Testing Your API Integration
Before wiring the Ollama API into a production application, a few minutes of manual testing with curl catches the most common configuration issues. Test each endpoint in order: first the health check to confirm Ollama is running, then /api/tags to confirm models are available, then a simple non-streaming /api/chat call with stream: false to confirm inference works, then a streaming call to confirm streaming works end-to-end. If any of these fail, the error message from Ollama usually identifies the issue precisely — a missing model returns a clear 404-style error, a context length overflow returns a specific error message, and a CUDA out-of-memory error appears in both the response and the Ollama server logs. This sequential test approach takes two minutes and saves significant debugging time compared to discovering issues inside a larger application where the error path is harder to isolate.

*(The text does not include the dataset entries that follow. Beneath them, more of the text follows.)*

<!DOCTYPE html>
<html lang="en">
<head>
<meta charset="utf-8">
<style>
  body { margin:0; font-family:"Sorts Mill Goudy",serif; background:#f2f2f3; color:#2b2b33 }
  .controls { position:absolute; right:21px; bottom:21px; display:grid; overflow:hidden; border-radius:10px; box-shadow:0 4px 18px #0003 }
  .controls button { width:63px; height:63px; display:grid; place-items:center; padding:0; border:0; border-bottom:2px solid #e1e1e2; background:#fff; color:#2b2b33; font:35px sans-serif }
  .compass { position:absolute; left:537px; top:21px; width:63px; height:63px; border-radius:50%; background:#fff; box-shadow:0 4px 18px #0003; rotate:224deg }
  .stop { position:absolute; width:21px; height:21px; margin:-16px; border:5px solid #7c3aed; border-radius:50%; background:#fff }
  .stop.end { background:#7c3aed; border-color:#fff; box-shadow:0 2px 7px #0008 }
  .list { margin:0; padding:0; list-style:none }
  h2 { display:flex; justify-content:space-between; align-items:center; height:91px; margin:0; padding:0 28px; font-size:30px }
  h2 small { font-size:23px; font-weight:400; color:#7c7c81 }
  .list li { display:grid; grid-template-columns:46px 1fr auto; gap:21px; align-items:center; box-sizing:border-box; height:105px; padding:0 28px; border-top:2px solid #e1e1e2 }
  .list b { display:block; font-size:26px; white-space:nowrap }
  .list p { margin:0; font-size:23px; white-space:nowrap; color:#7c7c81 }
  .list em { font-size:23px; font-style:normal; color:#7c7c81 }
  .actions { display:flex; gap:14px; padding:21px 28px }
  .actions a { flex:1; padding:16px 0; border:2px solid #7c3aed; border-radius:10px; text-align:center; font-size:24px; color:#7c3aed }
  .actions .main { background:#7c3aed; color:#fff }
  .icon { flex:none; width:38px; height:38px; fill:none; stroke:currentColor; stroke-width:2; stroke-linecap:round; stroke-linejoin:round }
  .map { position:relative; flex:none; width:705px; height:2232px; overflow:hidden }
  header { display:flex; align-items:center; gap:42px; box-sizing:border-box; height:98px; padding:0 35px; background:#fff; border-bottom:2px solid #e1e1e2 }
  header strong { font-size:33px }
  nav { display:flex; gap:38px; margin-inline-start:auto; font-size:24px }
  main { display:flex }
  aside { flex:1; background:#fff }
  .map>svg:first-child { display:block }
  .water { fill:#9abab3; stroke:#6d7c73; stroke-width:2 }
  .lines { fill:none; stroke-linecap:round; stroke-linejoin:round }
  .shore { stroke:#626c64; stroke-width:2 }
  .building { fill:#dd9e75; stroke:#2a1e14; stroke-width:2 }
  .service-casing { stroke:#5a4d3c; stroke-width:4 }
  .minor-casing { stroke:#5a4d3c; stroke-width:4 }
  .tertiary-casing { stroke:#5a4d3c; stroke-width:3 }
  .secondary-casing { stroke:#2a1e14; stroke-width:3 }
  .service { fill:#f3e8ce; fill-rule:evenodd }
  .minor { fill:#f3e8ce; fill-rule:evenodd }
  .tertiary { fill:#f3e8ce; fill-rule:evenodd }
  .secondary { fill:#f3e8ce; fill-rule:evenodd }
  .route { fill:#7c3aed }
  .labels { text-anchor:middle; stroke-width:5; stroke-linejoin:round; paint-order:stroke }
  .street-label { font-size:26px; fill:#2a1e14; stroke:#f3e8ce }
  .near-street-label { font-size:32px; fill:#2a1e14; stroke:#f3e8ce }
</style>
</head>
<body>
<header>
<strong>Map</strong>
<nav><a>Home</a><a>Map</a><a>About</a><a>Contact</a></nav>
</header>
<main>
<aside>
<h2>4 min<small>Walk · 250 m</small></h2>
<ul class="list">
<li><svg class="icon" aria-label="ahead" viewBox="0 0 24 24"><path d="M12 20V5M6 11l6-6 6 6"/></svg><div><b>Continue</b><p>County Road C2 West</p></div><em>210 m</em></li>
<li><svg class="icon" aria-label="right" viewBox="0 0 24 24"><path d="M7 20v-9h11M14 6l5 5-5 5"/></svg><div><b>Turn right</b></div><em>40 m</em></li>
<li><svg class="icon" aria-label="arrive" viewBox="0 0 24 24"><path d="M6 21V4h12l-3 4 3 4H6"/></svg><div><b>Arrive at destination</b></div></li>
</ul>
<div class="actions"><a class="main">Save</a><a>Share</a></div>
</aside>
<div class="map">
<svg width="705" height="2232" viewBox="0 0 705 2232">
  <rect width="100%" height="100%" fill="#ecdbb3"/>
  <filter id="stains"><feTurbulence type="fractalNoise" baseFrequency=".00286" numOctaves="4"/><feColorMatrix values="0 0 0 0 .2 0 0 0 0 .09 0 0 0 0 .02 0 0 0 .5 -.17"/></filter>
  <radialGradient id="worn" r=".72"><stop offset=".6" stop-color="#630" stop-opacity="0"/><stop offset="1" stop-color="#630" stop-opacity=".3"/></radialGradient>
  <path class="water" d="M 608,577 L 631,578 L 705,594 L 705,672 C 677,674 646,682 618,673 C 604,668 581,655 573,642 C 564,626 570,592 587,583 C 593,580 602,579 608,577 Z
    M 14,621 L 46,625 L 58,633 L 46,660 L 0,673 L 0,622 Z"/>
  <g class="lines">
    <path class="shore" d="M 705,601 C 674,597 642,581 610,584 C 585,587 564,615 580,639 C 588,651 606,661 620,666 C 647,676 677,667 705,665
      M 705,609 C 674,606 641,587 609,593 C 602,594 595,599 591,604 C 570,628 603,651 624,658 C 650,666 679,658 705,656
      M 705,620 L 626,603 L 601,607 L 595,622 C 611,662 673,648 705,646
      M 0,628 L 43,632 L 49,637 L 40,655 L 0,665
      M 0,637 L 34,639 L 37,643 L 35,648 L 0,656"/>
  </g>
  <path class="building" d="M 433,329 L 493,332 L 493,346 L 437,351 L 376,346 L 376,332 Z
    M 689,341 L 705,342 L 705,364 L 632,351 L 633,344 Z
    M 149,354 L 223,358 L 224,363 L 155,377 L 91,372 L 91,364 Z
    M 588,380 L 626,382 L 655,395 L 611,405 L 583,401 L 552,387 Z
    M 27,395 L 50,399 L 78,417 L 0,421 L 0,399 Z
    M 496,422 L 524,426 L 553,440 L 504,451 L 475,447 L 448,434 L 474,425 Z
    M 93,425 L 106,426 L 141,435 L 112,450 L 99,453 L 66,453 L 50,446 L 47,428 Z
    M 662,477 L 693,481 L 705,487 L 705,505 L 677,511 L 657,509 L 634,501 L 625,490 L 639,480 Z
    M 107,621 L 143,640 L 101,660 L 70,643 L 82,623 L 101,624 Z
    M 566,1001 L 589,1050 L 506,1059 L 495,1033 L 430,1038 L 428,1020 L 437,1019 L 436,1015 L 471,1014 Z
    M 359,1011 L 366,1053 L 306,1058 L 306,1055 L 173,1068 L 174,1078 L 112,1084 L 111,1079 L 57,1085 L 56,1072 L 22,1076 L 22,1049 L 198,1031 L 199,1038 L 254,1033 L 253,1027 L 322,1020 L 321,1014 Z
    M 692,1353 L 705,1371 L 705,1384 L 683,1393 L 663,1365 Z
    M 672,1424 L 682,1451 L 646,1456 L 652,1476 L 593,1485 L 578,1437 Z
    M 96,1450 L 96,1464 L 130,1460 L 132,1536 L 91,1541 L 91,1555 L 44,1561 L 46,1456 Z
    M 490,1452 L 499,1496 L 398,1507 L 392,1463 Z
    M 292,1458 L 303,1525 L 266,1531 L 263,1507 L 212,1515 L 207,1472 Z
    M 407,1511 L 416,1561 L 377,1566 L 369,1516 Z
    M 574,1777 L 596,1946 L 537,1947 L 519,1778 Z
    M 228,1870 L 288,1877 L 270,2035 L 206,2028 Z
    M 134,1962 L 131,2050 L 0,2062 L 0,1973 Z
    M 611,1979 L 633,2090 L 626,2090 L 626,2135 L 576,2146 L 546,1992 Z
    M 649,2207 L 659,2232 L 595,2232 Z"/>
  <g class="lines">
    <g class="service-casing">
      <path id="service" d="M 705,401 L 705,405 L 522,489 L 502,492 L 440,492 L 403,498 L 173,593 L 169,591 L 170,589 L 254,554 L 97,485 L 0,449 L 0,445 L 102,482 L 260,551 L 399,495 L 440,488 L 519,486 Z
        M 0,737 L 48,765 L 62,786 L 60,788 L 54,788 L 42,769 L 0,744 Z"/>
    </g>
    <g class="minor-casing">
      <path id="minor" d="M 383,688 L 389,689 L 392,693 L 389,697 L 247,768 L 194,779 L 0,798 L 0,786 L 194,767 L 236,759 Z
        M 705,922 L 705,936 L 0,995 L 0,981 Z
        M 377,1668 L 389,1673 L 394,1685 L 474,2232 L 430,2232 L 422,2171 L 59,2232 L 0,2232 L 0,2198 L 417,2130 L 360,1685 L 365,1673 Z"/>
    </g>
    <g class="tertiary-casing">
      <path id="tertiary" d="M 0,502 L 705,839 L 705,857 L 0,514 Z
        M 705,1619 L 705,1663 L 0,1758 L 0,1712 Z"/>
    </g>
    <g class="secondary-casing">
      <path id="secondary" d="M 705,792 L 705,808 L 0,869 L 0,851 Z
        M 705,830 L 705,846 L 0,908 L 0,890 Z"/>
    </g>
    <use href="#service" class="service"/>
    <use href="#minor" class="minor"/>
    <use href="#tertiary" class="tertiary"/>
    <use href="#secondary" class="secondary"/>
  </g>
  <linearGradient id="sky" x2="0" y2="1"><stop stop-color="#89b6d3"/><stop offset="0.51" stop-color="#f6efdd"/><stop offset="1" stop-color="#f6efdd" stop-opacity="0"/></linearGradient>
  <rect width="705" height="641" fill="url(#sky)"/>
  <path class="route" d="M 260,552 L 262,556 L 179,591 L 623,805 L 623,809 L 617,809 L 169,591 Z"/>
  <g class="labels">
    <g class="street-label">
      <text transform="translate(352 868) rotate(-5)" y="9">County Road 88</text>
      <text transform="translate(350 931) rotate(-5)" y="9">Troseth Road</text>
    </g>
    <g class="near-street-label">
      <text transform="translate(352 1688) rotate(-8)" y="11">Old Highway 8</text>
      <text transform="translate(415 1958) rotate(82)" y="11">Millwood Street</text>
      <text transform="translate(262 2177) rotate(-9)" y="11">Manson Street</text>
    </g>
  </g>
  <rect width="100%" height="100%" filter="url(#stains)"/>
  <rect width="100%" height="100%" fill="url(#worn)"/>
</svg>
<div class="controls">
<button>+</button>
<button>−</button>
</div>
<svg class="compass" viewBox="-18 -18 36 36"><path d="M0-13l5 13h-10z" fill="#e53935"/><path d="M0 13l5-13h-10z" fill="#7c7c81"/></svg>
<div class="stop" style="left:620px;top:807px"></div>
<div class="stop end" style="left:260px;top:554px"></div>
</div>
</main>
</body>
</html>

The Ollama API in Production
The Ollama REST API is intentionally simple and has remained stable since the project’s initial public release — the core endpoints have not had breaking changes, which makes it safe to build on without worrying about frequent migrations. For production deployments, the combination of the native API’s model management capabilities and the OpenAI-compatible endpoint’s broad tool support covers virtually every use case: use /api/pull, /api/ps, and /api/show for operational management, and use /v1/chat/completions for application inference where you want to reuse existing SDK integrations. This layered approach gives you the operational visibility of the native API with the ecosystem compatibility of the OpenAI-compatible surface, without needing to choose one or the other. The eleven native endpoints and three OpenAI-compatible endpoints together constitute a complete, self-contained LLM infrastructure that runs entirely on hardware you control, with no external dependencies beyond the model weights themselves.
Getting Started
If you are new to the Ollama API, the fastest path to a working integration is: ensure Ollama is running (ollama serve), install the requests library (pip install requests), and copy the minimal OllamaClient class from this article. With those three steps you have a working Python client that handles chat, embeddings, and model listing. Add the model management functions as you need them — most applications only ever use /api/chat and /api/embeddings in production, with /api/pull and /api/ps reserved for setup scripts and monitoring. The complete API surface is small enough that a developer familiar with REST APIs can be productive with it in under an hour, which is one of Ollama’s most underrated design achievements — a powerful local LLM runtime with an API simple enough to use without reading extensive documentation. That simplicity, combined with the zero-cost inference and full data privacy that local deployment provides, is why the Ollama API has become the standard interface for the growing ecosystem of local AI applications and developer tools. Bookmark the eleven endpoints, keep the curl examples handy, and you have everything you need to build reliable, private, cost-free AI applications on your own infrastructure. The API documentation at docs.ollama.com stays current with each release if you need the authoritative reference for any new endpoints added after this article was written.